With last year’s ‘Leave Your Love At The Door’, John Blek & The Rats delivered an alcohol-soaked songbook of love, loss and a life steeped in all the misfortunes those things bring. Blek’s debut referenced a litany of songwriters and circumstances that lent it an air of familiarity; reverential to the genre it owed its birth to but still standing on its own merit.

The album cover makes it plain that this is a more overtly solo outing for Blek even though The Rats still seem to be an entity, with ‘Cutting Room Floor’ presenting a more pastoral tone than ‘Leave Your Love At The Door’.

The waver in Blek’s voice that characterised much of the first album is still evident on opener Kathleen, the first of ‘Cutting Room Floor’s missives on bittersweet relationships. Gentle, gospel style backing vocals underpin the intimacy (“I will stay in your system like a gentle disease”) and the teller’s insistent claim that “I don’t love you, Kathleen” seems like a lie to the heart, fooling no-one.

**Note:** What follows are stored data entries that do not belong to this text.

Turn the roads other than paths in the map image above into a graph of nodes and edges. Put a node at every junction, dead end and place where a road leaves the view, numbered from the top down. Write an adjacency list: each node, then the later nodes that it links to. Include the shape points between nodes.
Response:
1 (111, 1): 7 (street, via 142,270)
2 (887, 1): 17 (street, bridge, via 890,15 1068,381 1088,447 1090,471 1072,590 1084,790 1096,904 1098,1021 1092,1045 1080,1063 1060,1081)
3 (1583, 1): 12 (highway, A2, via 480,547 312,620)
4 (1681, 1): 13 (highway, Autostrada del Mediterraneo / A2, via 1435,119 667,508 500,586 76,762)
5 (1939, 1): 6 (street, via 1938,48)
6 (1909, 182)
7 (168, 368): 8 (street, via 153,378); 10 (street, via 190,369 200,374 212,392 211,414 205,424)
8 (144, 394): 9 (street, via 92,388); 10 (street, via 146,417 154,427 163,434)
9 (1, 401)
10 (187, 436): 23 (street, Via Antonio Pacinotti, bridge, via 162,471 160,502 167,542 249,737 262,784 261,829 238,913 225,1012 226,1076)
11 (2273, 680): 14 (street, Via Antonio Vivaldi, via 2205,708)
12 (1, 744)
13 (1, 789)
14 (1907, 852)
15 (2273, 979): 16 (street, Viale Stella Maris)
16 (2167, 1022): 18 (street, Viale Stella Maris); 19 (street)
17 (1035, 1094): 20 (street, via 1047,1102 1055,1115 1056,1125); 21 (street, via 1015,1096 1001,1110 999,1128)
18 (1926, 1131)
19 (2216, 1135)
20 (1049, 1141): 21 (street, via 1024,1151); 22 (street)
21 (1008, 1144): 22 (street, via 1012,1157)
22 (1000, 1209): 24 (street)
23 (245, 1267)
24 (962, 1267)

For the most part it’s just Blek and guitar, his band an unobtrusive presence lending warmth to what could otherwise have been a bleak soundscape given the subject matter. Mrs. Black & Blue Eyes details domestic abuse, while Valerie‘s downbeat ballad recounts another dysfunctional relationship; the same mistakes made, only to be repeated. “I called your mother and said that you’d be coming round/ She said ‘We won’t be happy, ‘til you’re six foot in the ground’”

Portland, Oregon is folk in the Bonnie ‘Prince’ Billy mould harking back to The Barman, The Bar Fly & Me, the parting shot from ‘Leave Your Love At The Door’. Here, though, it’s a more mature outlook, the days of carousing left behind – “We used to drink a lot and stay out ‘til dawn/ The beer and whiskey chasin’ ‘til the bar’s last call.” An earthy, autumnal Hold Your Horses, with its Oh My Darling, Clementine reference, speaks most overtly of the spatial pretensions of this album, one whose locations and scenarios yearn for America, its cities and Townes.

Darker in tone than its predecessor, ‘Cutting Room Floor’ is even more introspective. It’s a confessional and somewhat forsaken selection, from the pleading protagonists that populate it to the characters they in turn recount, its pacing measured and contemplative – while its overcast air threatens to overwhelm at times, it’s certainly an album befitting the season.